- **EXERCISE DETAILS**
Write down each of the records again, exactly and in full.

[Items from a dataset]
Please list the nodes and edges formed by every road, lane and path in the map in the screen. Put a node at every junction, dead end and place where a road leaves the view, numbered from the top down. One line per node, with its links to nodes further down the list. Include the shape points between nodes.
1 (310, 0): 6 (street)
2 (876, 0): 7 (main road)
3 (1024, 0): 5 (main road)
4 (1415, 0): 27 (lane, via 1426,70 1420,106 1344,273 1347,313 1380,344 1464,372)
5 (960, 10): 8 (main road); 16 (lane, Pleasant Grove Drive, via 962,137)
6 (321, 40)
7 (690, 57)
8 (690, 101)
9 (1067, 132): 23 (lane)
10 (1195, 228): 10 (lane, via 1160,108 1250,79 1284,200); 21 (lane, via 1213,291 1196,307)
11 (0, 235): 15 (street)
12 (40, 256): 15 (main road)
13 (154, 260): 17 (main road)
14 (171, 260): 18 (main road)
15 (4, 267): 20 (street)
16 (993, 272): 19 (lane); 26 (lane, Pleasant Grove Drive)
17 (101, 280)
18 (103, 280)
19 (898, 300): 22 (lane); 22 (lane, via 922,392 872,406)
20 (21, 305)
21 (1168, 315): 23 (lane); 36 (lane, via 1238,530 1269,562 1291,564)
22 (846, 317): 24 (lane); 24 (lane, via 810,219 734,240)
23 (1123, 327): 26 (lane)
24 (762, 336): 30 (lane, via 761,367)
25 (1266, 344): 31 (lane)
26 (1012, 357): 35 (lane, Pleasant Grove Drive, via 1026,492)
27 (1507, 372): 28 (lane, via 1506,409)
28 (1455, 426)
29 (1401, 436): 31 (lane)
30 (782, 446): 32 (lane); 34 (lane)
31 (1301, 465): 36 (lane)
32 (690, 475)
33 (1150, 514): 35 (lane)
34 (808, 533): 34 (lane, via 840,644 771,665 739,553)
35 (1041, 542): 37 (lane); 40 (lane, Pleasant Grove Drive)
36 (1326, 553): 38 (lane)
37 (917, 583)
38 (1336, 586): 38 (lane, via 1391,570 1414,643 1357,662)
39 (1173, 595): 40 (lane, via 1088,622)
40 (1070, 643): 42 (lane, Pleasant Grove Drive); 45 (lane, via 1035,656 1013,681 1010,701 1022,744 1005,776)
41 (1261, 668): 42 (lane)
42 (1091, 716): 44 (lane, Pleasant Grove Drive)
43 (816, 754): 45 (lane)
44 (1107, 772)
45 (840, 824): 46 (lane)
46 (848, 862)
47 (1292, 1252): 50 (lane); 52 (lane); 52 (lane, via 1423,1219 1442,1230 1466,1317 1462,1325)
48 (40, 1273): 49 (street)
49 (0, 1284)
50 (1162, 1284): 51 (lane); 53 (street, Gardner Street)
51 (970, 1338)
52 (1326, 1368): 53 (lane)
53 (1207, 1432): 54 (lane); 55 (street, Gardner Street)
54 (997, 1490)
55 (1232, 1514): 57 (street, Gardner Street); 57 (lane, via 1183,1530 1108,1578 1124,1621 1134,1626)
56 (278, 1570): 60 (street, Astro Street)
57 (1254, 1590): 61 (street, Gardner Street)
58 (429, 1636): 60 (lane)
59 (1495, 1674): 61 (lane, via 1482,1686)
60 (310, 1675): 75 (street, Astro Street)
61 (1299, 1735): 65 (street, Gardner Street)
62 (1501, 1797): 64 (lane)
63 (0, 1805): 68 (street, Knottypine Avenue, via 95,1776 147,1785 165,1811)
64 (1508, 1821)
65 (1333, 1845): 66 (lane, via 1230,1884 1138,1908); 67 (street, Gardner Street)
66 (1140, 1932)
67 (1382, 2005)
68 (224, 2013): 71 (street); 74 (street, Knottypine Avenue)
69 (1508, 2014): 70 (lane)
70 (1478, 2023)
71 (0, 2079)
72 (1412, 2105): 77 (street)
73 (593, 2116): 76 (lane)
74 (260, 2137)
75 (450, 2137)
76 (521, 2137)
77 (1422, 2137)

- **SOLUTION FOR THIS EXERCISE**
Please list the nodes and edges formed by every road, lane and path in the map in the screen. Put a node at every junction, dead end and place where a road leaves the view, numbered from the top down. One line per node, with its links to nodes further down the list. Include the shape points between nodes.
1 (310, 0): 6 (street)
2 (876, 0): 7 (main road)
3 (1024, 0): 5 (main road)
4 (1415, 0): 27 (lane, via 1426,70 1420,106 1344,273 1347,313 1380,344 1464,372)
5 (960, 10): 8 (main road); 16 (lane, Pleasant Grove Drive, via 962,137)
6 (321, 40)
7 (690, 57)
8 (690, 101)
9 (1067, 132): 23 (lane)
10 (1195, 228): 10 (lane, via 1160,108 1250,79 1284,200); 21 (lane, via 1213,291 1196,307)
11 (0, 235): 15 (street)
12 (40, 256): 15 (main road)
13 (154, 260): 17 (main road)
14 (171, 260): 18 (main road)
15 (4, 267): 20 (street)
16 (993, 272): 19 (lane); 26 (lane, Pleasant Grove Drive)
17 (101, 280)
18 (103, 280)
19 (898, 300): 22 (lane); 22 (lane, via 922,392 872,406)
20 (21, 305)
21 (1168, 315): 23 (lane); 36 (lane, via 1238,530 1269,562 1291,564)
22 (846, 317): 24 (lane); 24 (lane, via 810,219 734,240)
23 (1123, 327): 26 (lane)
24 (762, 336): 30 (lane, via 761,367)
25 (1266, 344): 31 (lane)
26 (1012, 357): 35 (lane, Pleasant Grove Drive, via 1026,492)
27 (1507, 372): 28 (lane, via 1506,409)
28 (1455, 426)
29 (1401, 436): 31 (lane)
30 (782, 446): 32 (lane); 34 (lane)
31 (1301, 465): 36 (lane)
32 (690, 475)
33 (1150, 514): 35 (lane)
34 (808, 533): 34 (lane, via 840,644 771,665 739,553)
35 (1041, 542): 37 (lane); 40 (lane, Pleasant Grove Drive)
36 (1326, 553): 38 (lane)
37 (917, 583)
38 (1336, 586): 38 (lane, via 1391,570 1414,643 1357,662)
39 (1173, 595): 40 (lane, via 1088,622)
40 (1070, 643): 42 (lane, Pleasant Grove Drive); 45 (lane, via 1035,656 1013,681 1010,701 1022,744 1005,776)
41 (1261, 668): 42 (lane)
42 (1091, 716): 44 (lane, Pleasant Grove Drive)
43 (816, 754): 45 (lane)
44 (1107, 772)
45 (840, 824): 46 (lane)
46 (848, 862)
47 (1292, 1252): 50 (lane); 52 (lane); 52 (lane, via 1423,1219 1442,1230 1466,1317 1462,1325)
48 (40, 1273): 49 (street)
49 (0, 1284)
50 (1162, 1284): 51 (lane); 53 (street, Gardner Street)
51 (970, 1338)
52 (1326, 1368): 53 (lane)
53 (1207, 1432): 54 (lane); 55 (street, Gardner Street)
54 (997, 1490)
55 (1232, 1514): 57 (street, Gardner Street); 57 (lane, via 1183,1530 1108,1578 1124,1621 1134,1626)
56 (278, 1570): 60 (street, Astro Street)
57 (1254, 1590): 61 (street, Gardner Street)
58 (429, 1636): 60 (lane)
59 (1495, 1674): 61 (lane, via 1482,1686)
60 (310, 1675): 75 (street, Astro Street)
61 (1299, 1735): 65 (street, Gardner Street)
62 (1501, 1797): 64 (lane)
63 (0, 1805): 68 (street, Knottypine Avenue, via 95,1776 147,1785 165,1811)
64 (1508, 1821)
65 (1333, 1845): 66 (lane, via 1230,1884 1138,1908); 67 (street, Gardner Street)
66 (1140, 1932)
67 (1382, 2005)
68 (224, 2013): 71 (street); 74 (street, Knottypine Avenue)
69 (1508, 2014): 70 (lane)
70 (1478, 2023)
71 (0, 2079)
72 (1412, 2105): 77 (street)
73 (593, 2116): 76 (lane)
74 (260, 2137)
75 (450, 2137)
76 (521, 2137)
77 (1422, 2137)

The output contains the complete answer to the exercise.